Homework 10 -- Urban Planning Analytics (Course Project Part 3)
Skills Practiced:
*elaine note: this seems hella long but idk exactly which problems to cut off
Introduction
You'll analyze NYC housing development opportunities by working with 3 interconnected datasets to identify optimal locations for new housing. You'll evaluate these opportunities using key urban planning factors: proximity to schools for families and access to public transit for citywide connectivity.
You'll be working with 3 CSV files, 2 of which you've worked with before:
- housing.csv, which you worked with in Homework 4 and 5 and has the following columns:
- borough: The NYC borough (Manhattan, Brooklyn, Queens, Bronx, Staten Island)
- zipcode: ZIP code of the property
- address: Street address of the property
- landuse: Type of land use (residential, commercial, etc.)
- ownertype: Category of property ownership
- lotarea: Total lot area in square feet
- bldgarea: Total building area in square feet
- latitude: Latitude coordinate of the property
- longitude: Longitude coordinate of the property
- schools.csv, which you worked with in Homework 5 and has the following columns:
- schoolname: Name of the school
- latitude: Latitude coordinate of the school
- longitude: Longitude coordinate of the school
- address: Street address of the school
- city: City in which the school is located
- zip: ZIP code of the school
- percentasian, percentblack, percenthispanic, percentblackhispanic, percentwhite: Demographics (as percentage strings like "16%")

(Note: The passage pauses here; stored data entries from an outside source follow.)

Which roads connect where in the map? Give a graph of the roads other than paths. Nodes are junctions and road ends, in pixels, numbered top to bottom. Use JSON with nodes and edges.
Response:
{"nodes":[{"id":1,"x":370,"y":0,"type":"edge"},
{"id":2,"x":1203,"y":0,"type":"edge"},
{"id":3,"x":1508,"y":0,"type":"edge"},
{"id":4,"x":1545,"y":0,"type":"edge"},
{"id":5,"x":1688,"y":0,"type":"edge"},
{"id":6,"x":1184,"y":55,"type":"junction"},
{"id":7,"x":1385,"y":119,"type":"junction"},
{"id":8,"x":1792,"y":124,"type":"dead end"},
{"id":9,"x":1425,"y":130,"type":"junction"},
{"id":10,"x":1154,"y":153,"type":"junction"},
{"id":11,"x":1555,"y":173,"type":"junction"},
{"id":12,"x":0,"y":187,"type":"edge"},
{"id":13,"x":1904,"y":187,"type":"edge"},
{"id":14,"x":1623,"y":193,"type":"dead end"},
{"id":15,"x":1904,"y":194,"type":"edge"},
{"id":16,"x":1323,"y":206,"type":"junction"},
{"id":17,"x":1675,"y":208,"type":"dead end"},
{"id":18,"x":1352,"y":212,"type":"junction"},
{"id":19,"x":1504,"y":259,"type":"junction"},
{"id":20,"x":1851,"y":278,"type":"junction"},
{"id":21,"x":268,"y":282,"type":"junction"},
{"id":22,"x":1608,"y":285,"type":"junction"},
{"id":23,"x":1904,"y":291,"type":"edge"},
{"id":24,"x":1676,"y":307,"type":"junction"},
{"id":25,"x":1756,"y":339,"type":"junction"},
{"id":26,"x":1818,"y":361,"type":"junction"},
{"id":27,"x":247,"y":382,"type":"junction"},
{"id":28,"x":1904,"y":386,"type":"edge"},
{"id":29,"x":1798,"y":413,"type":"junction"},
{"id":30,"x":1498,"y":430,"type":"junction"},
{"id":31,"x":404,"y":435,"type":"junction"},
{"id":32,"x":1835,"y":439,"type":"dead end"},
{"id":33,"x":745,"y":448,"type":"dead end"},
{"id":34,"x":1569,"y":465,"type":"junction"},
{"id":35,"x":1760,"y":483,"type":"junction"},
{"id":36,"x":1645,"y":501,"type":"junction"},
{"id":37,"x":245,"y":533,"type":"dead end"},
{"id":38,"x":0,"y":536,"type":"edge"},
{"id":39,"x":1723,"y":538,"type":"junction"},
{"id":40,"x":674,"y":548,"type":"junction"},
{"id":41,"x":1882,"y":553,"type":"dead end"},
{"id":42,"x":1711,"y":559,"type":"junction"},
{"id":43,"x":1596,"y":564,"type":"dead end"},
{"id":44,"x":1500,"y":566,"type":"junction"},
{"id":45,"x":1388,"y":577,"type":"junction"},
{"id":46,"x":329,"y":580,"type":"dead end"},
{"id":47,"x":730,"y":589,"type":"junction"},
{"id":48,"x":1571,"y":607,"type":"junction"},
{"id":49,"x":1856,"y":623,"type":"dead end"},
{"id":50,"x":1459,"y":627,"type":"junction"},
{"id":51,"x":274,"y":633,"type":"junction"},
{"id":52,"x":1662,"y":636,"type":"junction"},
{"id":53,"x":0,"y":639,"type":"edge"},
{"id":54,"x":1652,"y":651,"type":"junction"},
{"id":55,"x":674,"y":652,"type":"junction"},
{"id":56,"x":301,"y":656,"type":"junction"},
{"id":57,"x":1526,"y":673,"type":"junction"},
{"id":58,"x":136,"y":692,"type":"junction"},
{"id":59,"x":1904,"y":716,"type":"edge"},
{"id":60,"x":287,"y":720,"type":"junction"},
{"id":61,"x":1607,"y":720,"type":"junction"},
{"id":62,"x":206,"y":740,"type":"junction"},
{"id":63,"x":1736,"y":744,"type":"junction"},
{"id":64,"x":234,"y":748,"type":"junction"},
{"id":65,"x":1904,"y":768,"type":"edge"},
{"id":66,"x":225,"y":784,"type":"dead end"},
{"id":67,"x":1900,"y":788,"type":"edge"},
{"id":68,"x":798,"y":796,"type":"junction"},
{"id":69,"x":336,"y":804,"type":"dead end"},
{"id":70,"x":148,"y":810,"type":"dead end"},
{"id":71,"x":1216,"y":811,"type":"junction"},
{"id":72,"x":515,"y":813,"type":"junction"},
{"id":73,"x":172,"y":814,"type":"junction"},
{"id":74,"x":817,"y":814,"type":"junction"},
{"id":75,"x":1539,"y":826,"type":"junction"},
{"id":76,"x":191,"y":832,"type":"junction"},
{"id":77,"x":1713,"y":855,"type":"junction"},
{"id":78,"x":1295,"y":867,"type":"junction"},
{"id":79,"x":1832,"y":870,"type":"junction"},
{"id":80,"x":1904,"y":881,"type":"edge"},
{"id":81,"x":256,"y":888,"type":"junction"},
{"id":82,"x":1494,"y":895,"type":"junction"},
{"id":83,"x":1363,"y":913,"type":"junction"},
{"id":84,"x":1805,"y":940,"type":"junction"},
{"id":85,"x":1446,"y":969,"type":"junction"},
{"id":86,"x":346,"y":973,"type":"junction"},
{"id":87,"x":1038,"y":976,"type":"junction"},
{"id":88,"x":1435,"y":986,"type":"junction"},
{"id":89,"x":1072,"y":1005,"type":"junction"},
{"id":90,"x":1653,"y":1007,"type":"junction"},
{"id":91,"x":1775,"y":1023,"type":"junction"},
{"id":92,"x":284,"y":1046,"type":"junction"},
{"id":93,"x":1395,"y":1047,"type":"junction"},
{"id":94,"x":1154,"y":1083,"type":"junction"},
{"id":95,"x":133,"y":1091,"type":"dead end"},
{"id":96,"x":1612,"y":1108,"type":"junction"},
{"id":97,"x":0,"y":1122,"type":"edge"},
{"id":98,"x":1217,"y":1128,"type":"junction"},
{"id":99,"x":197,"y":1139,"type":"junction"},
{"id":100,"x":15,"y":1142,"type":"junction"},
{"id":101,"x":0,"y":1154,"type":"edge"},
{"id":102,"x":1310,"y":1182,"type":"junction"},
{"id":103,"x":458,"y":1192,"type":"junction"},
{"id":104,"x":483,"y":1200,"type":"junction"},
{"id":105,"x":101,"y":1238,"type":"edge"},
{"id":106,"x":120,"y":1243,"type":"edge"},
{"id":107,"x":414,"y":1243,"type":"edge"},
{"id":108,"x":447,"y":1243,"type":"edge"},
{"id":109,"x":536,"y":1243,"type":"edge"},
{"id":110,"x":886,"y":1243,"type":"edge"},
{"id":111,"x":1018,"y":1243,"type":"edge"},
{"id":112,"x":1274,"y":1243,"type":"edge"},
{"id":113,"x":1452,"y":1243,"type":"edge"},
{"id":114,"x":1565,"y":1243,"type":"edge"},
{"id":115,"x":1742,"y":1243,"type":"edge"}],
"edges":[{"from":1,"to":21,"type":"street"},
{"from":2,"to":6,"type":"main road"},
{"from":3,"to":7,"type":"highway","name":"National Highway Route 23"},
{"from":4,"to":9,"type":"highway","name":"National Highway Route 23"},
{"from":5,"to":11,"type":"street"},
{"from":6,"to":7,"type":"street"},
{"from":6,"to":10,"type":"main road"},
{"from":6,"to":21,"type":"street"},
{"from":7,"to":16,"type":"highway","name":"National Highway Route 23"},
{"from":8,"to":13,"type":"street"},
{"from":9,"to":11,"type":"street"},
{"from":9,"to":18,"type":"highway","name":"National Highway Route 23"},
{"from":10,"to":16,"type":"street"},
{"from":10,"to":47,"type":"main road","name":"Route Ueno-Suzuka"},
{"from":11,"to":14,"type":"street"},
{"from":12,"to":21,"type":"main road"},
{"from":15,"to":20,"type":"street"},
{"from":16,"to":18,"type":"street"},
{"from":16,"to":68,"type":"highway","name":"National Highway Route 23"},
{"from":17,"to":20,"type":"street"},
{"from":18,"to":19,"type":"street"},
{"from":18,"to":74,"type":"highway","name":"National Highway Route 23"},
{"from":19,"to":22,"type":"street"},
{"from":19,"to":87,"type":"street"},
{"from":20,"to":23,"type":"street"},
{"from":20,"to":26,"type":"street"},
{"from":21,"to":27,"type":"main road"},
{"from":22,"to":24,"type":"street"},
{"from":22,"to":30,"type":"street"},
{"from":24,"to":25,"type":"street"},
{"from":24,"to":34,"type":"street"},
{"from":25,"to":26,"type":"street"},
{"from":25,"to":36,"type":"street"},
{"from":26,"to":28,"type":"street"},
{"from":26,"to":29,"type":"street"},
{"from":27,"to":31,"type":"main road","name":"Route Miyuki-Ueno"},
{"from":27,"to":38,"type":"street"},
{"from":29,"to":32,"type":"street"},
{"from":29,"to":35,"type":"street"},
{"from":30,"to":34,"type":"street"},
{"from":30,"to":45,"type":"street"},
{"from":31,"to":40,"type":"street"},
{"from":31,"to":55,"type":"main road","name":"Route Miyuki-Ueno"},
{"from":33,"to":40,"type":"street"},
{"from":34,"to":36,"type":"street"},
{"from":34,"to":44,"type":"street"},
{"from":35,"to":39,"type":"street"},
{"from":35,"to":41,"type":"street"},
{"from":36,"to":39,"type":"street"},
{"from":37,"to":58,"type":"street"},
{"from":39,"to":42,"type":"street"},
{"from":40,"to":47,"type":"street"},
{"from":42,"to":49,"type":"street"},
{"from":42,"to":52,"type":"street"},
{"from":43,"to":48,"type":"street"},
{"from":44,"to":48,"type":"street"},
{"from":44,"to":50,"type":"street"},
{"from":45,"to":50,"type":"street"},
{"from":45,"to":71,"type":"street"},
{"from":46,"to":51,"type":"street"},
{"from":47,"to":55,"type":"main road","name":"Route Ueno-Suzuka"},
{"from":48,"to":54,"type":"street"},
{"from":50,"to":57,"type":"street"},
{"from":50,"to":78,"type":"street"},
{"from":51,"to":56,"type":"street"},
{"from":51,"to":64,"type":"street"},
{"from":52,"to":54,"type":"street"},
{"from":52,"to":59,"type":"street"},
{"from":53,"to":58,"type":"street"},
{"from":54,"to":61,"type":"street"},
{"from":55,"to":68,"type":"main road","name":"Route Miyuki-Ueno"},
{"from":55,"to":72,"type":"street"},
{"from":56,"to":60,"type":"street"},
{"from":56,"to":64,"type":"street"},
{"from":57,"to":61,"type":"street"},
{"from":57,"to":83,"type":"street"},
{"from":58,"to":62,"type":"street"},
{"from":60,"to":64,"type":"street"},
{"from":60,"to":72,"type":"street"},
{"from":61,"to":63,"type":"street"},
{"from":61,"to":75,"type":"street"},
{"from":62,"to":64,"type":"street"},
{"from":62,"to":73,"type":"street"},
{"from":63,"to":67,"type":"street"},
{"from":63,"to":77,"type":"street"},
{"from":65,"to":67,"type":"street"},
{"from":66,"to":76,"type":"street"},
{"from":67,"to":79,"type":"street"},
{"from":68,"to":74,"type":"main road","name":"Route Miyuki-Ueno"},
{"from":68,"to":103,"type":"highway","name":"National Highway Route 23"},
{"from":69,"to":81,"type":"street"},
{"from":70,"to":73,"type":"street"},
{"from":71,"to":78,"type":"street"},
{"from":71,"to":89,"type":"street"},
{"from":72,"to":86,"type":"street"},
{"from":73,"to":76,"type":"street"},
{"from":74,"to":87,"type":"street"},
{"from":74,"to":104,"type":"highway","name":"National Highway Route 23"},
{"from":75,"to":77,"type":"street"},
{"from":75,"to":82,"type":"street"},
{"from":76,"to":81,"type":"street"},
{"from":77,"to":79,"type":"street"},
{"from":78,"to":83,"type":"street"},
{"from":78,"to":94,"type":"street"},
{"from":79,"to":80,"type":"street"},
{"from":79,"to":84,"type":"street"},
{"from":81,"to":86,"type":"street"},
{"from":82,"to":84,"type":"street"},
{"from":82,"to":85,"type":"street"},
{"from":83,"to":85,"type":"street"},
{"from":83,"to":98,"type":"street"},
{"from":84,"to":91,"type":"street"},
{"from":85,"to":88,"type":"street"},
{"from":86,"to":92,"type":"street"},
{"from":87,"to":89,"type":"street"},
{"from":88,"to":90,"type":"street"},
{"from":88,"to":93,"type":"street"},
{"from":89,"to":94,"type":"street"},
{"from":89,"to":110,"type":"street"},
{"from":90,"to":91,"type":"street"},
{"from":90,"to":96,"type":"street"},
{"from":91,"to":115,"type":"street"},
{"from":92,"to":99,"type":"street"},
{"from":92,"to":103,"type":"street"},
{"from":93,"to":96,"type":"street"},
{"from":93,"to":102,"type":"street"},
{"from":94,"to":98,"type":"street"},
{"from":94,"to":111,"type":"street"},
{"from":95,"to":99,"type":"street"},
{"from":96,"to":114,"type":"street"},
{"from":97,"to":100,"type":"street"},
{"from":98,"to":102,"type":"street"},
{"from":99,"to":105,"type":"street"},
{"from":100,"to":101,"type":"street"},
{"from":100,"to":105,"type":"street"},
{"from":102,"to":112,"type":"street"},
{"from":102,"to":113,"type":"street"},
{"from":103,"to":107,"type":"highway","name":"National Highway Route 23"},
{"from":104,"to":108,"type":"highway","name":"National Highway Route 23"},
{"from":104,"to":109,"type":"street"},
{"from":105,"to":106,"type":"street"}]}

- stations.csv, which represents NYC subway stations:
- division: Transit division (BMT, IRT, IND)
- line: Subway line name
- stopname: Station name
- latitude: Latitude of the station
- longitude: Longitude of the station
Problem 1
Load the NYC stations data from the CSV file into a table. Define a table called stations-table
with the appropriate column names and types.
Problem 2
Create structured data types to represent development opportunities and analyze public property using recursion with transit accessibility.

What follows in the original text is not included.